See also Daubert v. Merrell Dow Pharms., Inc., 509 U.S. 579 (1993). “District courts have wide latitude in determining whether an expert's testimony is reliable.” Olson v. Ford Motor Co., 481 F.3d 619, 626 (8th Cir. 2007) (citation omitted). District courts have identified a number of factors they may consider in determining whether an expert's testimony is the product of “reliable principles and methods, ” including:

(1) whether the theory or technique can be (and has been) tested; (2) whether the theory or technique has been subjected to peer review and publication; (3) whether the theory or technique has a known or potential error rate and standards controlling the technique's operation; and (4) whether the theory or technique is generally accepted in the scientific community.
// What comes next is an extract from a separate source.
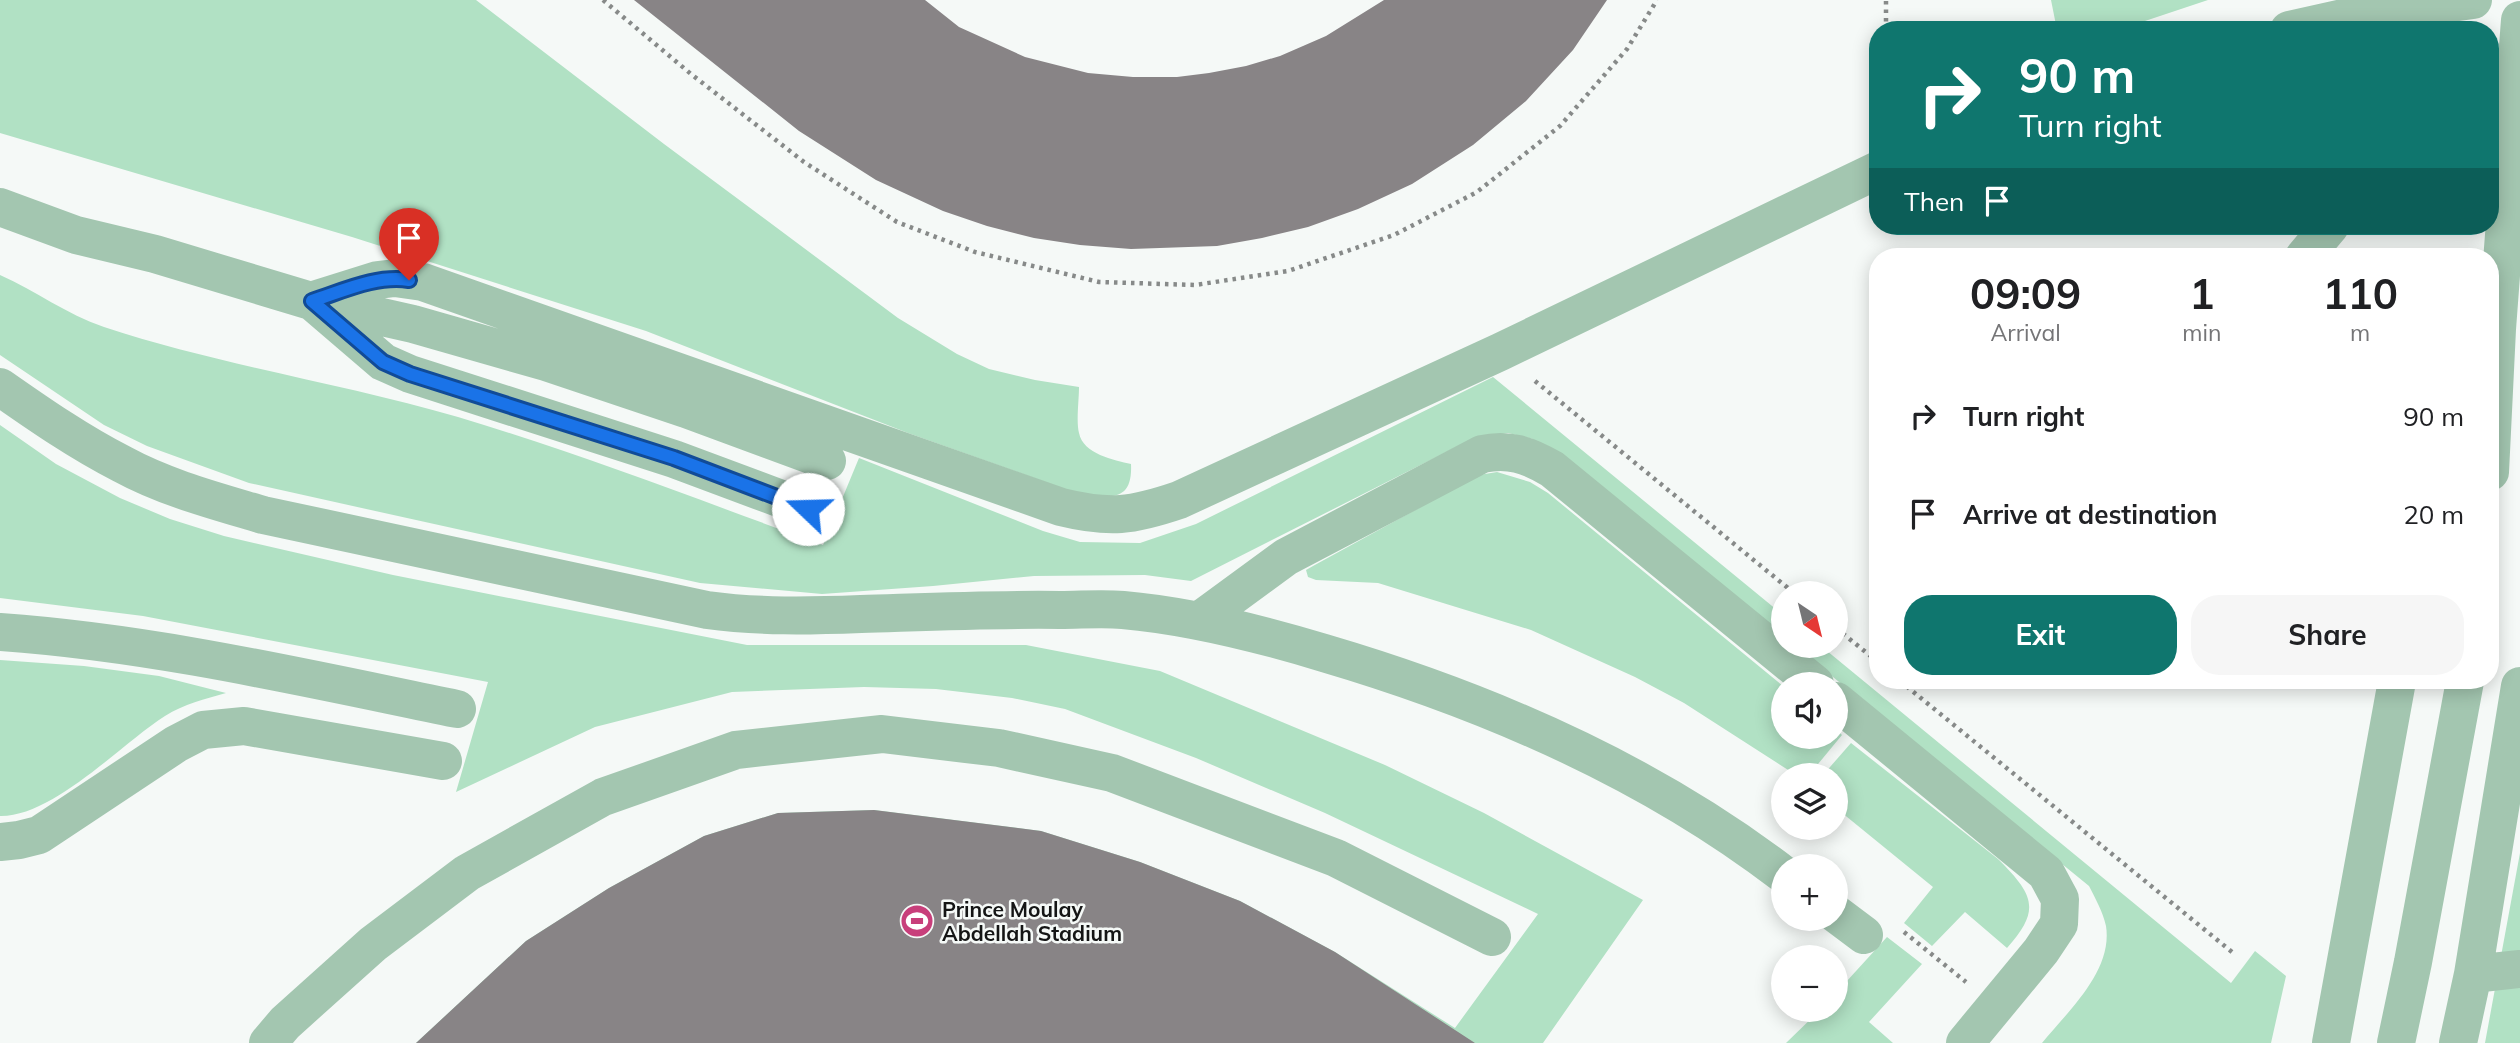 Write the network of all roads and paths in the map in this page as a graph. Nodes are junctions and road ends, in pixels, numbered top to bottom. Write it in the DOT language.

Smith v. Cangieter, 462 F.3d 920, 923 (8th Cir. 2006) (citation omitted). “This evidentiary inquiry is meant to be flexible and fact specific, and a court should use, adapt, or reject Daubert factors as the particular case demands. Unrein v. Timesavers, Inc., 394 F.3d 1008, 1011 (8th Cir. 2005) (citation omitted). As long as the evidence indicates that the expert evidence is reliable and relevant, “no single requirement for admissibility” governs. Id. “The proponent of the expert testimony must prove its admissibility by a preponderance of the evidence.” Lauzon v. Senco Prod., Inc., 270 F.3d 681, 686 (8th Cir. 2001). “As a general rule, the factual basis of an expert opinion goes to the credibility of the testimony, not the admissibility, and it is up to the opposing party to examine the factual basis for the opinion in cross-examination.” Bonner v. ISP Techs., Inc., 259 F.3d 924, 929 (8th Cir. 2001) (citation omitted). But the court must exclude an expert's opinion if it “is so fundamentally unsupported that it can offer no assistance to the jury.” Id. at 929-30 (citation omitted). Furthermore, “under Daubert and Rule 403 of the Federal Rules of Evidence, the probative value of the expert testimony must not be substantially outweighed by the danger of unfair prejudice, confusion of issues, or misleading the jury.” United States v. Solorio-Tafolla, 324 F.3d 964, 966 (8th Cir. 2003) (citation omitted).

         B

         Wing relies on Bloswick's expert testimony to show that Tricam's ANSI-conformance statements are literally false. Wing Mem. Opp'n Summ. J. at 25-26, 42. In particular, the Parties dispute whether Tricam's ladders satisfy Section 6.7.5 of ANSI A14.2, which requires, in relevant part, that “[t]rapezoidal, D-shaped or equivalent, square or rectangular rungs shall have a step surface of not less than one inch, either flat or along a segment of arc of 3inches or greater radius.” Preliminary Report by Donald Bloswick (“Bloswick Report”) at 4 (citing ANSI A14.2) [ECF No. 119]. Tricam says the step surface of its rungs is deep enough; Wing, based largely on Bloswick's testimony, see id., contends they are not, at least not across their full width.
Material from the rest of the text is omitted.